Home Top Ad

Ketika Anak TK Belajar Jarimatika

Share:
Anak saya yang nomor satu sedang duduk dibangku TK (maksudnya sekolah di TK). Masih TK anaknya? (maklum, telat kawin). Seperti sekolah TK pada umumnya, anak saya juga belajar bernyanyi, bermain, melatih kemandirian dan ketrampilan. Namun begitu pihak sekolah  ingin peserta didik juga memiliki keunggulan lain demi bersaing dengan TK-TK yang lain. Harap maklum, persaingan sekolah mencari siswa sudah semakin brutal, meskipun semester II baru dimulai sudah banyak sekolah membuka pendaftaran siswa baru dengan janji-janji manis dan memikat. 

Meskipun menurut aturan anak TK tidak boleh diajari calistung (sing kondho sopo? tanya teman saya), sekolah tempat anak saya belajar dan TK-TK yang lain diseluruh Indonesia (menurut keyakinan saya) sudah memberikan materi berhitung. Yang lebih hebat lagi anak saya diajari berhitung dengan menggunakan metode Jarimatika. 
Kode-kode pada jarimatika

Sebenarnya saya tidak begitu memperhatikan apakah anak saya telah diajari berhitung karena menurut saya belum porsinya dia mendapat pelajaran berhitung, apalagi menggunakan metode Jarimatika. Ketika setiap petang habis maghrib dia mencoba mempelajari kembali hasil belajar calistung yang menggunakan jarimatika, saya jadi penasaran. Akhirnya saya memberi beberapa soal penjumlahan yang melibatkan angka 1-10.

Soal-soal penjumlahan yang hanya melibatkan angka 1-4 dikerjakan dengan benar. Misalnya 1+4=5, 3+4=7, 4+4=8. Kemudian saya mencoba memberikan soal penjumlahan yang melibatkan angka 5-9.

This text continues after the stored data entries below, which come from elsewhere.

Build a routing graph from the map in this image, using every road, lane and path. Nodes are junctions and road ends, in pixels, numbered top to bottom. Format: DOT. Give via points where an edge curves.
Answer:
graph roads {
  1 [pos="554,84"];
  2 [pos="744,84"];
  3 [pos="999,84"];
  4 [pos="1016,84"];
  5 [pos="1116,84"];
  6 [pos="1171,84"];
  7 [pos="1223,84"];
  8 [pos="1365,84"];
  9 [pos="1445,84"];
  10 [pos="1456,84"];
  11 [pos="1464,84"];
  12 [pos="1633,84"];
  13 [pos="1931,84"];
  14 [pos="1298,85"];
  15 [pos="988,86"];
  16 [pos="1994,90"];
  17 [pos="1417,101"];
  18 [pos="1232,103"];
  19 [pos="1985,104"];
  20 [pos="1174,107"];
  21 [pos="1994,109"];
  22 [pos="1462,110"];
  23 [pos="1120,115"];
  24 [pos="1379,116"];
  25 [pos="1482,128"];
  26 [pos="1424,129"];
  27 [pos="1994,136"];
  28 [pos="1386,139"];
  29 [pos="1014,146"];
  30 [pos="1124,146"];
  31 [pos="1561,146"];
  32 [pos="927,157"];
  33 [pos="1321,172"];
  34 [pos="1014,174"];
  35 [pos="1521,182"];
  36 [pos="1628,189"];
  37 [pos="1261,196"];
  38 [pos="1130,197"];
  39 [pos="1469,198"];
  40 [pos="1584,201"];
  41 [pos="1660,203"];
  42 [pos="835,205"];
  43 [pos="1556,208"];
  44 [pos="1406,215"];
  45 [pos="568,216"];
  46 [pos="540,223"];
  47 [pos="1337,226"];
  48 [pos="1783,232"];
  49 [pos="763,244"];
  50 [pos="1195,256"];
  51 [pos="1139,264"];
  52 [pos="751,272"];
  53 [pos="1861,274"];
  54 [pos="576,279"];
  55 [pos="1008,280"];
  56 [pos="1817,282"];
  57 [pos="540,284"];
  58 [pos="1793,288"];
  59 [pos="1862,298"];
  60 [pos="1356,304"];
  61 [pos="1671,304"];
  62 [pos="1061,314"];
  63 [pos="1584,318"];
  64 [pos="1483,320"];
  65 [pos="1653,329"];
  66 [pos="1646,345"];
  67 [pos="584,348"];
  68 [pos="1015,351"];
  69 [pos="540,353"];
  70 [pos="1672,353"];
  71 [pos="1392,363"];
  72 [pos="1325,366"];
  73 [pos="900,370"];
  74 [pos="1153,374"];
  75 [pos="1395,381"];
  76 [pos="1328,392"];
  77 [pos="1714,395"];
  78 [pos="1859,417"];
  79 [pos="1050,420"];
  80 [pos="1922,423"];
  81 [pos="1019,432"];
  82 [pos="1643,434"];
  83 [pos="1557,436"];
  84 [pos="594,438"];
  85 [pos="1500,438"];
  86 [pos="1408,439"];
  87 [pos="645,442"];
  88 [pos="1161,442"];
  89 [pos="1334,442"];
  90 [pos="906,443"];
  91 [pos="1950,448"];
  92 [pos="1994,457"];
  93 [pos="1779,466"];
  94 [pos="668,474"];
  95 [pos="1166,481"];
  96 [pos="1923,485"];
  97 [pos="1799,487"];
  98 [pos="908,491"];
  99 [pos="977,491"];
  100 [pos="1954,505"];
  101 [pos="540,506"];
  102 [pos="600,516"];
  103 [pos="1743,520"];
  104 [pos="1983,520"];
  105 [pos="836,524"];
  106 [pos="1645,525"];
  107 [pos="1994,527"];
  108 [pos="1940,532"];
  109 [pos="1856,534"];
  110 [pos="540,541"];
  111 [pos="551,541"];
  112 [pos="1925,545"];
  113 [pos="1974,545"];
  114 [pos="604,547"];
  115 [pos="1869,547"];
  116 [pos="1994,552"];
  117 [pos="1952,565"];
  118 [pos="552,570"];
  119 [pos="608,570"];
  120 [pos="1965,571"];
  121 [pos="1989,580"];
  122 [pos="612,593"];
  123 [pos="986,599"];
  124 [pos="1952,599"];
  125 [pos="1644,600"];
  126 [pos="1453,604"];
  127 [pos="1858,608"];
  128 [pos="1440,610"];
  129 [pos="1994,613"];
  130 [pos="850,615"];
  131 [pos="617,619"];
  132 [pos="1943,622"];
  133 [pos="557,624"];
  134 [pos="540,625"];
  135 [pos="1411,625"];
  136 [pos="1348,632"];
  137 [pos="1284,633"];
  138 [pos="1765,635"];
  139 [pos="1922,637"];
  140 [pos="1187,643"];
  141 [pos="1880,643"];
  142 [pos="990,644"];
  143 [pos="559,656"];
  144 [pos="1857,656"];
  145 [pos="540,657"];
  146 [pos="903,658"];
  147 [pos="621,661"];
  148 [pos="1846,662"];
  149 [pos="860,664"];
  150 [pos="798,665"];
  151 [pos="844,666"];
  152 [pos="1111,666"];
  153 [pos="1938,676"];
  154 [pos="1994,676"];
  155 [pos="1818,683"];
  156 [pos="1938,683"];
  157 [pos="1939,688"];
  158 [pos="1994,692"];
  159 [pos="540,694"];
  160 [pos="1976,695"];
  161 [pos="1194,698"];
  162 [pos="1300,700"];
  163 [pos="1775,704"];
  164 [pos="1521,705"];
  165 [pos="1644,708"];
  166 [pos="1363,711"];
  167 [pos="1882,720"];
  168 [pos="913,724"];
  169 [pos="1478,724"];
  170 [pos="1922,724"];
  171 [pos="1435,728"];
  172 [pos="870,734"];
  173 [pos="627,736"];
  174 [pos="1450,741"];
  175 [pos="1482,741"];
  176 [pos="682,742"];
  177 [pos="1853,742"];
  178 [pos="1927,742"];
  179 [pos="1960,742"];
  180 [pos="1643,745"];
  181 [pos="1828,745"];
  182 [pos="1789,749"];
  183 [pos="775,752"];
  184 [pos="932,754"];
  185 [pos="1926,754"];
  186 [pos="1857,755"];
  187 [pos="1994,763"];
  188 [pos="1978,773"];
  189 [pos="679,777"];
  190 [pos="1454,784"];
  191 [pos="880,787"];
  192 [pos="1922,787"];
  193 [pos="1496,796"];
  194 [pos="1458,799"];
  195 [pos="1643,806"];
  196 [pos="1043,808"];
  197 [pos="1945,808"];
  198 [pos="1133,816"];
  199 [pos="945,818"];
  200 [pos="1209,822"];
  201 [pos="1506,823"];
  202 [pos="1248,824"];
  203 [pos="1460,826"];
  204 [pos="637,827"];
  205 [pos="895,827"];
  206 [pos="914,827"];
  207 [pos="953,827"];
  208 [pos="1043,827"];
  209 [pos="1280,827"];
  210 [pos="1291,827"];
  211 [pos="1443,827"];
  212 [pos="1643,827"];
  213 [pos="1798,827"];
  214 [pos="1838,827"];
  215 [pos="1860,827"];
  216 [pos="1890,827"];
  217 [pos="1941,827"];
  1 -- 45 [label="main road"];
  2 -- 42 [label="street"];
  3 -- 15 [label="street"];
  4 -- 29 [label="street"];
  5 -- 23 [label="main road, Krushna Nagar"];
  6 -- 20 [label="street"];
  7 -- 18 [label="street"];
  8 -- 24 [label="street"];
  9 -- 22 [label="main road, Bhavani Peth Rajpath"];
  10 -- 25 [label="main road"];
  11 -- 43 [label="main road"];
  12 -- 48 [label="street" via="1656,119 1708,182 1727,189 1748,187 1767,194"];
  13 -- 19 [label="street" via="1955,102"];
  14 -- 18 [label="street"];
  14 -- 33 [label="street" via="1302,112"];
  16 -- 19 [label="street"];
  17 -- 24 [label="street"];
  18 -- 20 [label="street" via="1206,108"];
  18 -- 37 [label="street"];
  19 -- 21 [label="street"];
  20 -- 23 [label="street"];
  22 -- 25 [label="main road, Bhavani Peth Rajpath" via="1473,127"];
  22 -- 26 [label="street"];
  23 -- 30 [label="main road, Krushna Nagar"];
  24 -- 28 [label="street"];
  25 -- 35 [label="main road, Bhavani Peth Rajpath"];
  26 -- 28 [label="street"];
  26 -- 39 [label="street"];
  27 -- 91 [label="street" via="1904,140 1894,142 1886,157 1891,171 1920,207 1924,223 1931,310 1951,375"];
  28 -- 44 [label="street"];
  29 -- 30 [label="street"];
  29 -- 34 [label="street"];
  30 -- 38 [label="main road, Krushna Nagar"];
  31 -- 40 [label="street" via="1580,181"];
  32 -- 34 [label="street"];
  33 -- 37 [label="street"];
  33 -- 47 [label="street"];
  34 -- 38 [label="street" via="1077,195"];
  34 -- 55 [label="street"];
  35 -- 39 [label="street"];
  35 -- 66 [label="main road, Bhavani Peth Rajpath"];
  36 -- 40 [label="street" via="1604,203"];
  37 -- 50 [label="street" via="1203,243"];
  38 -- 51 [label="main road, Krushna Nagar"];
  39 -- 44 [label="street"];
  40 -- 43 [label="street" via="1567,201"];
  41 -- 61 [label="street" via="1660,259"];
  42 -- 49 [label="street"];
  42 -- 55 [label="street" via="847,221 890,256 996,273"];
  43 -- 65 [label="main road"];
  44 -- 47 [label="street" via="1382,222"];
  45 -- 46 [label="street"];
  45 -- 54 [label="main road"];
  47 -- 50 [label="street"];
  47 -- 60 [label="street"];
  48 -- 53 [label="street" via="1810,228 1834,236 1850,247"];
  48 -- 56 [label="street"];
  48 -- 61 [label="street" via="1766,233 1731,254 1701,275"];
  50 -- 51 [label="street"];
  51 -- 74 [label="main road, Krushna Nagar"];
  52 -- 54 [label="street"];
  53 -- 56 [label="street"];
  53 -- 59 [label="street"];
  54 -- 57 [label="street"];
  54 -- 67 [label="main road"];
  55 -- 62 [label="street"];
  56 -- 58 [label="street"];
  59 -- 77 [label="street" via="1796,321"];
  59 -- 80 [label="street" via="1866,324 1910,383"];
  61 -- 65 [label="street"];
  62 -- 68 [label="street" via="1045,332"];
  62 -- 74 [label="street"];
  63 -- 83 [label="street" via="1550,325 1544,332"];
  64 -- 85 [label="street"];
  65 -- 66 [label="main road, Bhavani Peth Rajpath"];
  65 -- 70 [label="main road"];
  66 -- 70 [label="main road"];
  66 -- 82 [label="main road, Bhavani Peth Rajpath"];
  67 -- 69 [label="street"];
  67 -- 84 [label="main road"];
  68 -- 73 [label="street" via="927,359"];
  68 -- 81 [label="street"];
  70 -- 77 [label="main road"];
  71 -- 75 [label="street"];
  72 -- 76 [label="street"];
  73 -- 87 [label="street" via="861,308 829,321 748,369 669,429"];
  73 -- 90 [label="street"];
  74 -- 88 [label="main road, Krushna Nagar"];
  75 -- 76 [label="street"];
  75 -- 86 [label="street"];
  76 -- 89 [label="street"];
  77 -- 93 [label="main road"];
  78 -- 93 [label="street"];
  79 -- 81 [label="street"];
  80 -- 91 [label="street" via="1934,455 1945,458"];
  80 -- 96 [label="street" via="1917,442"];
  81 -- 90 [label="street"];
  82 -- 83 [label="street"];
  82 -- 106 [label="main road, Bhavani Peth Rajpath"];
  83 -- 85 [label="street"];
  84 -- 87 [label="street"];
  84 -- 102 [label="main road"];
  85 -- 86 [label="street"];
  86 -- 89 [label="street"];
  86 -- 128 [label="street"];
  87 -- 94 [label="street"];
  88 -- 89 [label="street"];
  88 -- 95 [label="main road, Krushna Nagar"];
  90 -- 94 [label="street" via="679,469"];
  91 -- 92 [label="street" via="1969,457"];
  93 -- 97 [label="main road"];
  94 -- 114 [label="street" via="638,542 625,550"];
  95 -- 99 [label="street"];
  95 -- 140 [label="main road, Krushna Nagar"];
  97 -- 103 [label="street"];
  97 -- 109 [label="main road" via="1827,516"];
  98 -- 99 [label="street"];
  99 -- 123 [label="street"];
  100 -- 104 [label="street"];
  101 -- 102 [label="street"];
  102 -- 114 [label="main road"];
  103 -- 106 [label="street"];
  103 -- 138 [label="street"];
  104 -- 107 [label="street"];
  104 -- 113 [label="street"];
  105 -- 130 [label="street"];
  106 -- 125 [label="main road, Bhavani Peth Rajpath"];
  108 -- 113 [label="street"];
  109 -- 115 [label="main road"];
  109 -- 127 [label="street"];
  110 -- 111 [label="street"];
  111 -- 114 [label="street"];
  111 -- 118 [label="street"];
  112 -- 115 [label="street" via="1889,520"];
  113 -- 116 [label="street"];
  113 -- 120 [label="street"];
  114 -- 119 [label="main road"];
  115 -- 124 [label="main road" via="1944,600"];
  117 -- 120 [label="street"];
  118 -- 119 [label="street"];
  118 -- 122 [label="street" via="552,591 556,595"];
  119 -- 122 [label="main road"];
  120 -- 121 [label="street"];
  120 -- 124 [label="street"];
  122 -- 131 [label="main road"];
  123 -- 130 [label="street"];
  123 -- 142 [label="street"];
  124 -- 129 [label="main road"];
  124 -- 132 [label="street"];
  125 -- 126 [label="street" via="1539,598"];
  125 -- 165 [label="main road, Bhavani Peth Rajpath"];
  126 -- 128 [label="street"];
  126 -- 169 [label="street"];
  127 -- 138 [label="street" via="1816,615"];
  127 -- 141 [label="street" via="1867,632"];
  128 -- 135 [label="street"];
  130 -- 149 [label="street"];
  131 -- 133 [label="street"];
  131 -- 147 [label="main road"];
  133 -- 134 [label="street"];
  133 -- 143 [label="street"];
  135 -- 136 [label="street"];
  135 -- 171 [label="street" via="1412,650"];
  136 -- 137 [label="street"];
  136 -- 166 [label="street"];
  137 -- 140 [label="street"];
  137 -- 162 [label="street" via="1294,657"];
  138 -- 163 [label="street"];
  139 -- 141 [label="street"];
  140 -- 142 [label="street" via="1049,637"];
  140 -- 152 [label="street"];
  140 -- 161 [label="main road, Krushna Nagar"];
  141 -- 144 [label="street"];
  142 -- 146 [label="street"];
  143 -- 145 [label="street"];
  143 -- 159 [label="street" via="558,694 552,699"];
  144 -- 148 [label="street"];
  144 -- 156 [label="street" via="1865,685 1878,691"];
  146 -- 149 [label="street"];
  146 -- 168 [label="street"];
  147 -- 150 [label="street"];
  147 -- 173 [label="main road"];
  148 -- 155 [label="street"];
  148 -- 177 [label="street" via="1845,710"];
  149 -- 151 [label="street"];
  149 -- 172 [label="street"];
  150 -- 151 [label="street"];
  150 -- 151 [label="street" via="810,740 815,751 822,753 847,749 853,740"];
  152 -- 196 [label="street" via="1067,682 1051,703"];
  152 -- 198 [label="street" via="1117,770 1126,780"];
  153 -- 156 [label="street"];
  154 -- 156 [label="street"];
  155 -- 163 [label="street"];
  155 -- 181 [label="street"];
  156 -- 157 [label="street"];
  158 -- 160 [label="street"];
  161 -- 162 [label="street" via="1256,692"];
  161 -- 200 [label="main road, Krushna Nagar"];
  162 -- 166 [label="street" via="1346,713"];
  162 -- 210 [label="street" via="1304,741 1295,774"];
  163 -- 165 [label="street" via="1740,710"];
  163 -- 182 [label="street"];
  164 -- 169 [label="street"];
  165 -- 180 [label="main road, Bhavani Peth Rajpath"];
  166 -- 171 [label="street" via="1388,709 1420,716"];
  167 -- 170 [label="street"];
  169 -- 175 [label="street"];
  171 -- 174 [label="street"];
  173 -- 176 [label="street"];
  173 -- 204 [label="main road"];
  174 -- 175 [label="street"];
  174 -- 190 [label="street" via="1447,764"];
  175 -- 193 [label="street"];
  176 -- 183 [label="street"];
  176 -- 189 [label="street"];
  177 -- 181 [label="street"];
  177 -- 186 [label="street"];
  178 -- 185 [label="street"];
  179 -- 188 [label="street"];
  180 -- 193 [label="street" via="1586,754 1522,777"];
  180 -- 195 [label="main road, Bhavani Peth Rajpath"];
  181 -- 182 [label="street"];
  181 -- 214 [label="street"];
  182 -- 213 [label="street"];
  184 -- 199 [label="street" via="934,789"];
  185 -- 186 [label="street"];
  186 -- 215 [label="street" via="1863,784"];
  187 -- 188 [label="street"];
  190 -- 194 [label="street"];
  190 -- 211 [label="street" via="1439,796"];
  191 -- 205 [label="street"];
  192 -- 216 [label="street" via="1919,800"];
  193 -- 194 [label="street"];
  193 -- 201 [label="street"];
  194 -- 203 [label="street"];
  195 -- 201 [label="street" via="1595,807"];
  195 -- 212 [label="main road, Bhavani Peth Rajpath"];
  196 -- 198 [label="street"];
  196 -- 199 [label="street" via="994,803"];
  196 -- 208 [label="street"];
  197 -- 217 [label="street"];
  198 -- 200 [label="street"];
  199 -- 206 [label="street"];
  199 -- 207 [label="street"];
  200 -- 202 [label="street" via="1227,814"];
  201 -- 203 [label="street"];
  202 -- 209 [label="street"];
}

Ketika saya beri soal 6+2, anak saya mulai mengerakkan jari-jemarinya sesuai yang ia pelajari disekolah. Awalnya dia mengangkat tangan kanan dengan tanda angka 6 (lihat simbol diatas) dan tangan kiri simbol angka 2 (lihat simbol diatas juga). Kemudian anak saya kembali menghitung satu persatu jari sebelah kanan dan kiri, dan ternyata hasil 6+2=4. Tepuk jidat!.
saya lanjutkan dengan beberapa soal lain, 8+3=7, 7+2=5 dan seterusnya. 
saya tidak berkomentar atas hasil belajar yang diperoleh anak saya (cuma tepuk jidat doang).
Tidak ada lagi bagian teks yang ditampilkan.